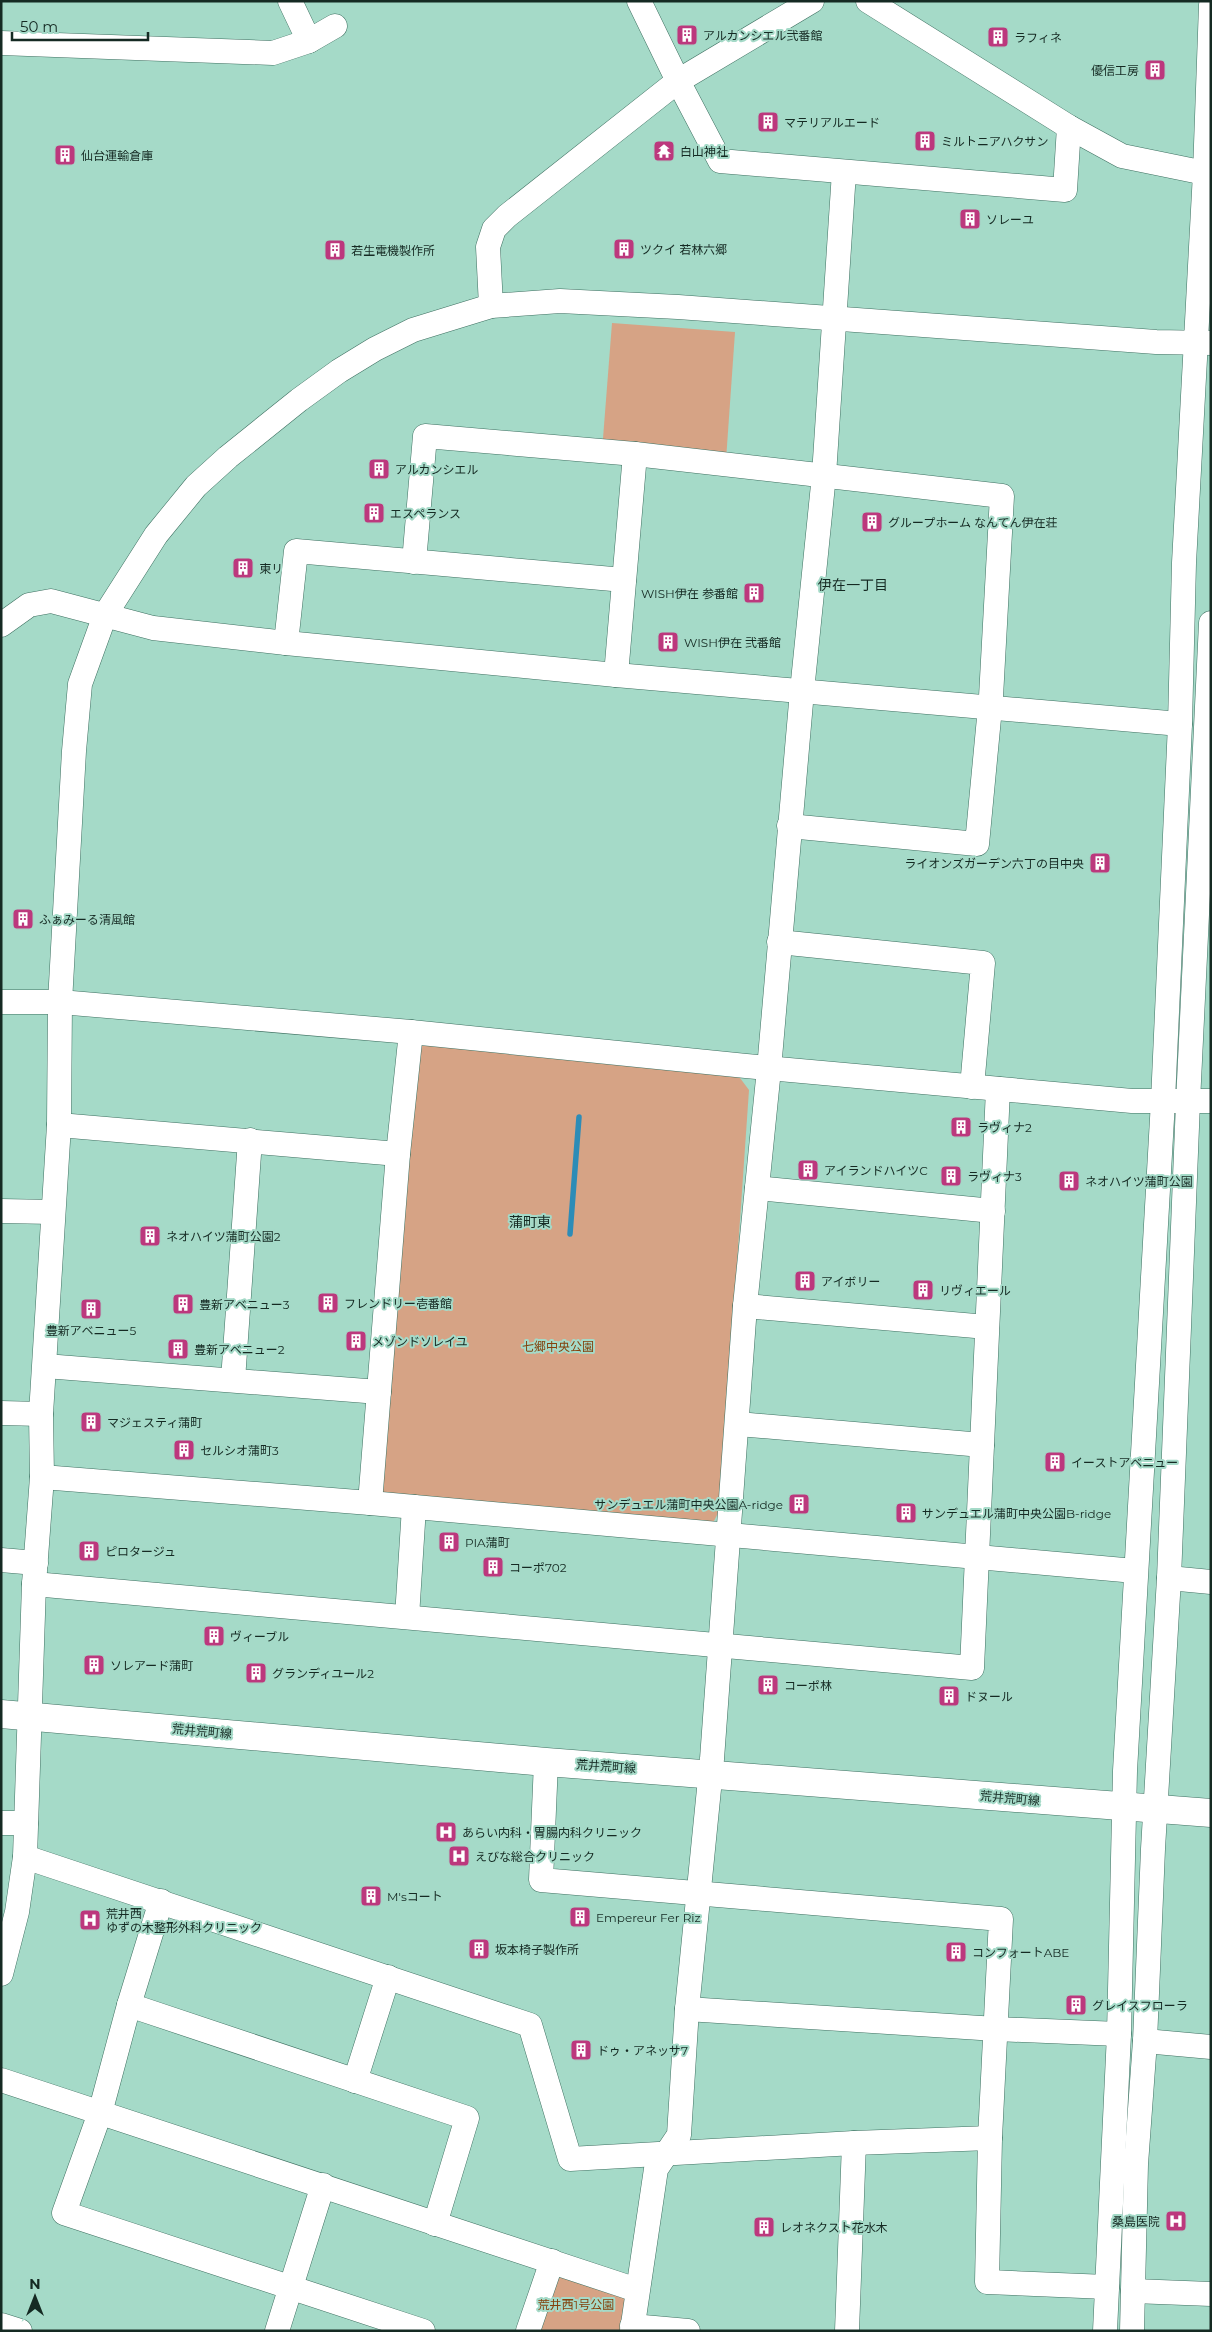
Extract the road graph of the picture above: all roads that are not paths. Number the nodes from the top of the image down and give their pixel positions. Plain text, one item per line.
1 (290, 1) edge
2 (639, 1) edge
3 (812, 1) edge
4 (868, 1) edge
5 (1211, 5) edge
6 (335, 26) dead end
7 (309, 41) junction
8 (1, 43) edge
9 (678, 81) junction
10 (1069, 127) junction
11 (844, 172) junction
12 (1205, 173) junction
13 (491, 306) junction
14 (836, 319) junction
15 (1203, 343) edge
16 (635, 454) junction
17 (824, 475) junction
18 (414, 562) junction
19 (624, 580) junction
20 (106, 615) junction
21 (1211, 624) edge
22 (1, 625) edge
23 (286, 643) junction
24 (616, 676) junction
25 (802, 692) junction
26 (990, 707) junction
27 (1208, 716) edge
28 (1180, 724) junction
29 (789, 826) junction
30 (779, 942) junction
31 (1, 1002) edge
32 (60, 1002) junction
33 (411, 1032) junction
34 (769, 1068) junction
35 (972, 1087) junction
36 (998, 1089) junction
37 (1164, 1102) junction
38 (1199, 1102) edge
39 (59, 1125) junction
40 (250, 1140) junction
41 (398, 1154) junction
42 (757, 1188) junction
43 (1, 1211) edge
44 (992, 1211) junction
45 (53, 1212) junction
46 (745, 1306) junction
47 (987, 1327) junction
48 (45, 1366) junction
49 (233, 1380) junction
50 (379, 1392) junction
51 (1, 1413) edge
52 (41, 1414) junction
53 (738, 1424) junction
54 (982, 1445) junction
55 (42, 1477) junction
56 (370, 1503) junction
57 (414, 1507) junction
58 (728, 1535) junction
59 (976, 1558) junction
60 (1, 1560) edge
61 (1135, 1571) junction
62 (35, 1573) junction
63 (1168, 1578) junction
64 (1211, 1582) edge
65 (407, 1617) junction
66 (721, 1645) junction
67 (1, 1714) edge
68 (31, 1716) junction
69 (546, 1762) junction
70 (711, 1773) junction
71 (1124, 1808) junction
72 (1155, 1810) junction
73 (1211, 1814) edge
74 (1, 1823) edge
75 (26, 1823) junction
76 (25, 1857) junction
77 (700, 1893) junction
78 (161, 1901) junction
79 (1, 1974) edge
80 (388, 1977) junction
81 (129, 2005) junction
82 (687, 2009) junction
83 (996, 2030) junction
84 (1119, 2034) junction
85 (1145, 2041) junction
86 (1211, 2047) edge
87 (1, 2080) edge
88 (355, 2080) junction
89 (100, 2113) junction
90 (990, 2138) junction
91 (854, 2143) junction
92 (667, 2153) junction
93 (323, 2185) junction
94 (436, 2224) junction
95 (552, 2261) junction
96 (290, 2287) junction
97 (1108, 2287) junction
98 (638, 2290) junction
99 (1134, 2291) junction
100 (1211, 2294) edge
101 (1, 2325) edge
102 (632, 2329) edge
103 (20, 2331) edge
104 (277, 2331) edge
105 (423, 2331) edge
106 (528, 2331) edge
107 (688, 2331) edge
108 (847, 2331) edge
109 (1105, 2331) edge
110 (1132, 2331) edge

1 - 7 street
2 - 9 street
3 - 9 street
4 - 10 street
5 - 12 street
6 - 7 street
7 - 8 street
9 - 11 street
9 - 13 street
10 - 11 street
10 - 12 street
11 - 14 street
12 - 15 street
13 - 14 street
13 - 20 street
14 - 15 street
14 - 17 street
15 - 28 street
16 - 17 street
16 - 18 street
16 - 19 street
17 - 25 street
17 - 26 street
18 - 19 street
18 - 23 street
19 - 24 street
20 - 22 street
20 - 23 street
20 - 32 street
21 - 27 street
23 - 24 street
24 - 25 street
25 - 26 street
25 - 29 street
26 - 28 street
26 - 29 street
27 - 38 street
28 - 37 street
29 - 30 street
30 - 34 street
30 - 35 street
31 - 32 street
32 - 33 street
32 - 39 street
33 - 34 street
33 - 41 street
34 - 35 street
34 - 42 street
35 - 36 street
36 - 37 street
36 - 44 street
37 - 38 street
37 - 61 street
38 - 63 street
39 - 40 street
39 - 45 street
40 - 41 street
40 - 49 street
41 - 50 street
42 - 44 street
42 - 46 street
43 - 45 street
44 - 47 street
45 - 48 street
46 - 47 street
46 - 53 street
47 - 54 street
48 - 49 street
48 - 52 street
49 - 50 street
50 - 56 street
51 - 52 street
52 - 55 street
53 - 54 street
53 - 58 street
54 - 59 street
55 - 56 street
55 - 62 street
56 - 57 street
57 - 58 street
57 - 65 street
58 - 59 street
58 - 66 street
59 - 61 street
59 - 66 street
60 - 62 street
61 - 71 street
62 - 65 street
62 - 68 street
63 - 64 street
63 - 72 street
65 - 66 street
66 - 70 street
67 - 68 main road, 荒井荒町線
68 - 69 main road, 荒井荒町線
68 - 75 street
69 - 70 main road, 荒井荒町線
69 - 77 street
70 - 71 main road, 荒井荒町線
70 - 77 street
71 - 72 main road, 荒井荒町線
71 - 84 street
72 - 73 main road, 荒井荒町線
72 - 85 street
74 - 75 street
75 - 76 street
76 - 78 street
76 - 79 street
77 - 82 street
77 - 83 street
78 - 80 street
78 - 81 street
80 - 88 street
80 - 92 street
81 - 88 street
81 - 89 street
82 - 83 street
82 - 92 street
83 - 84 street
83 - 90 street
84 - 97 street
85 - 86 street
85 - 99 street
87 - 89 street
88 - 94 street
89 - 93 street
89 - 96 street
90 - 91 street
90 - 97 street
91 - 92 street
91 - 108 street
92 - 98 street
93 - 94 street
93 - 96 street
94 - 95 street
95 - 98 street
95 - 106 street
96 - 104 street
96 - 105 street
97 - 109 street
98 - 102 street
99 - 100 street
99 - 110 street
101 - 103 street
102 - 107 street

━━━━━━━━━━━━━━━━━━━━━━━━━━━━━━

• Exercise details: No picture should be included when the data are set down again exactly.

• Response for this exercise:
Extract the road graph of the picture above: all roads that are not paths. Number the nodes from the top of the image down and give their pixel positions. Plain text, one item per line.
1 (290, 1) edge
2 (639, 1) edge
3 (812, 1) edge
4 (868, 1) edge
5 (1211, 5) edge
6 (335, 26) dead end
7 (309, 41) junction
8 (1, 43) edge
9 (678, 81) junction
10 (1069, 127) junction
11 (844, 172) junction
12 (1205, 173) junction
13 (491, 306) junction
14 (836, 319) junction
15 (1203, 343) edge
16 (635, 454) junction
17 (824, 475) junction
18 (414, 562) junction
19 (624, 580) junction
20 (106, 615) junction
21 (1211, 624) edge
22 (1, 625) edge
23 (286, 643) junction
24 (616, 676) junction
25 (802, 692) junction
26 (990, 707) junction
27 (1208, 716) edge
28 (1180, 724) junction
29 (789, 826) junction
30 (779, 942) junction
31 (1, 1002) edge
32 (60, 1002) junction
33 (411, 1032) junction
34 (769, 1068) junction
35 (972, 1087) junction
36 (998, 1089) junction
37 (1164, 1102) junction
38 (1199, 1102) edge
39 (59, 1125) junction
40 (250, 1140) junction
41 (398, 1154) junction
42 (757, 1188) junction
43 (1, 1211) edge
44 (992, 1211) junction
45 (53, 1212) junction
46 (745, 1306) junction
47 (987, 1327) junction
48 (45, 1366) junction
49 (233, 1380) junction
50 (379, 1392) junction
51 (1, 1413) edge
52 (41, 1414) junction
53 (738, 1424) junction
54 (982, 1445) junction
55 (42, 1477) junction
56 (370, 1503) junction
57 (414, 1507) junction
58 (728, 1535) junction
59 (976, 1558) junction
60 (1, 1560) edge
61 (1135, 1571) junction
62 (35, 1573) junction
63 (1168, 1578) junction
64 (1211, 1582) edge
65 (407, 1617) junction
66 (721, 1645) junction
67 (1, 1714) edge
68 (31, 1716) junction
69 (546, 1762) junction
70 (711, 1773) junction
71 (1124, 1808) junction
72 (1155, 1810) junction
73 (1211, 1814) edge
74 (1, 1823) edge
75 (26, 1823) junction
76 (25, 1857) junction
77 (700, 1893) junction
78 (161, 1901) junction
79 (1, 1974) edge
80 (388, 1977) junction
81 (129, 2005) junction
82 (687, 2009) junction
83 (996, 2030) junction
84 (1119, 2034) junction
85 (1145, 2041) junction
86 (1211, 2047) edge
87 (1, 2080) edge
88 (355, 2080) junction
89 (100, 2113) junction
90 (990, 2138) junction
91 (854, 2143) junction
92 (667, 2153) junction
93 (323, 2185) junction
94 (436, 2224) junction
95 (552, 2261) junction
96 (290, 2287) junction
97 (1108, 2287) junction
98 (638, 2290) junction
99 (1134, 2291) junction
100 (1211, 2294) edge
101 (1, 2325) edge
102 (632, 2329) edge
103 (20, 2331) edge
104 (277, 2331) edge
105 (423, 2331) edge
106 (528, 2331) edge
107 (688, 2331) edge
108 (847, 2331) edge
109 (1105, 2331) edge
110 (1132, 2331) edge

1 - 7 street
2 - 9 street
3 - 9 street
4 - 10 street
5 - 12 street
6 - 7 street
7 - 8 street
9 - 11 street
9 - 13 street
10 - 11 street
10 - 12 street
11 - 14 street
12 - 15 street
13 - 14 street
13 - 20 street
14 - 15 street
14 - 17 street
15 - 28 street
16 - 17 street
16 - 18 street
16 - 19 street
17 - 25 street
17 - 26 street
18 - 19 street
18 - 23 street
19 - 24 street
20 - 22 street
20 - 23 street
20 - 32 street
21 - 27 street
23 - 24 street
24 - 25 street
25 - 26 street
25 - 29 street
26 - 28 street
26 - 29 street
27 - 38 street
28 - 37 street
29 - 30 street
30 - 34 street
30 - 35 street
31 - 32 street
32 - 33 street
32 - 39 street
33 - 34 street
33 - 41 street
34 - 35 street
34 - 42 street
35 - 36 street
36 - 37 street
36 - 44 street
37 - 38 street
37 - 61 street
38 - 63 street
39 - 40 street
39 - 45 street
40 - 41 street
40 - 49 street
41 - 50 street
42 - 44 street
42 - 46 street
43 - 45 street
44 - 47 street
45 - 48 street
46 - 47 street
46 - 53 street
47 - 54 street
48 - 49 street
48 - 52 street
49 - 50 street
50 - 56 street
51 - 52 street
52 - 55 street
53 - 54 street
53 - 58 street
54 - 59 street
55 - 56 street
55 - 62 street
56 - 57 street
57 - 58 street
57 - 65 street
58 - 59 street
58 - 66 street
59 - 61 street
59 - 66 street
60 - 62 street
61 - 71 street
62 - 65 street
62 - 68 street
63 - 64 street
63 - 72 street
65 - 66 street
66 - 70 street
67 - 68 main road, 荒井荒町線
68 - 69 main road, 荒井荒町線
68 - 75 street
69 - 70 main road, 荒井荒町線
69 - 77 street
70 - 71 main road, 荒井荒町線
70 - 77 street
71 - 72 main road, 荒井荒町線
71 - 84 street
72 - 73 main road, 荒井荒町線
72 - 85 street
74 - 75 street
75 - 76 street
76 - 78 street
76 - 79 street
77 - 82 street
77 - 83 street
78 - 80 street
78 - 81 street
80 - 88 street
80 - 92 street
81 - 88 street
81 - 89 street
82 - 83 street
82 - 92 street
83 - 84 street
83 - 90 street
84 - 97 street
85 - 86 street
85 - 99 street
87 - 89 street
88 - 94 street
89 - 93 street
89 - 96 street
90 - 91 street
90 - 97 street
91 - 92 street
91 - 108 street
92 - 98 street
93 - 94 street
93 - 96 street
94 - 95 street
95 - 98 street
95 - 106 street
96 - 104 street
96 - 105 street
97 - 109 street
98 - 102 street
99 - 100 street
99 - 110 street
101 - 103 street
102 - 107 street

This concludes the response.